Now, we have to spend 20,000 Nuyen. We’re gonna drop 15,000 on having a tribe. This means when we need help, we can call, and 2d6 tribe members arrive to assist. We’ll take a sword, a reusable Detectrion fetish, a reusable Healing Fetish, Rating 4 materials for a medicine lodge, two Rating 4 Trauma Patches, a Lined Coat, a portable phone, a set of optical binoculars (which will allow spellcasting as long as there’s line of sight) and a suit of “ordinary clothing” for those awkward situations in which our Ork will need to spend time with “mundanes.”

Lastly, we roll 3d6x1,000 for starting nuyen balance, and this also determines the Lifestyle our Ork is living. OK, 10,000 nuyen, and a Lifestyle of Lower Class.

The Character:



Fido chose her own street name, both to honor Dog, and to express her personal view on the number one virtue she’d been brought up to hold dear- loyalty. At the tender age of eight she began to show magical talent, and was taken under the wing of her tribe’s resident shaman. She learned from her mentor, and from Dog, and became adept and working with spirits of the City, and finding out information, and defending herself. While other children learned the ways of the city above them, Fido learned the ways of the spirits, and became a detective among her people.

But her people were poor, in need of the nuyen that made the overworld go ‘round. They needed food, medicines, everything. Fido took the step of offering her services to the overworld as a Shadowrunner- and scored big on her first run. She gave half to the tribe, and kept half as a nest egg, in order to learn more in order to do more. She had gotten the bug, the desire to live life in the shadows, to help provide for the tribe. Her mind was made up, and there was no changing it.

 


My Thoughts:



I love Shadowrun. It’s in my blood, and has been since high school. While I am a bit dismayed at how disadvantaged a metahuman magician is in terms of attributes and skills in this version of Shadowrun, magic is unbelievably powerful in the game. It can fell even the toughest Troll in a single spell, seeing as how Power spells ignore worn armor, and Mana spells attack Willpower. Spell Defense in this version of Shadowrun covers the entire party with the defense dice without dividing them between the characters, as later editions did. First edition had spells like Petrify, and Turn to Goo. Immense power.

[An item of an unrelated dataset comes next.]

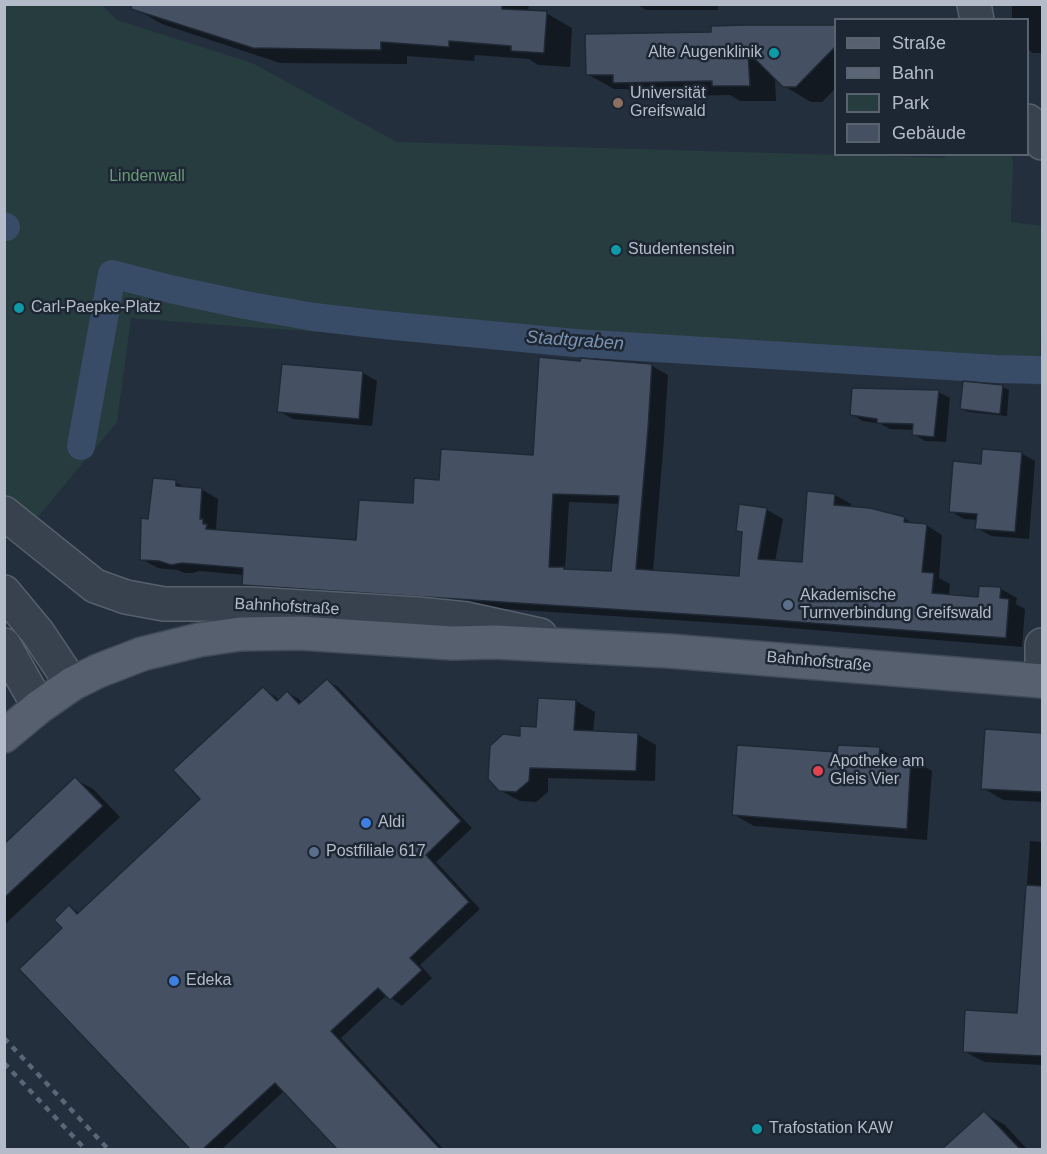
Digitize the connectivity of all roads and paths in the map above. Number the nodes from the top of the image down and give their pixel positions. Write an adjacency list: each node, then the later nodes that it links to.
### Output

Yet that power came at a cost- was it one worth paying? Perhaps. Each individual player would have to weigh that question for themselves.


There is just something about the Shadowrun world, something about the whole package of the game as I initially played it- the mix of magic and machine, the empowerment of the Native Americans and Mesoamericans, the 80s-style Cyberpunk, the art, the Shadowtalk comments in the sourcebooks, the whole package. Sure, the system was kind of clunky, but this was, to me, pure Shadowrun. And each edition after 2nd, which only moved the clock forward from 2050 to 2053, drifted further and further from that purity until now. Sixth World has some promise. But this, this is where it all started. This is where I fell in love.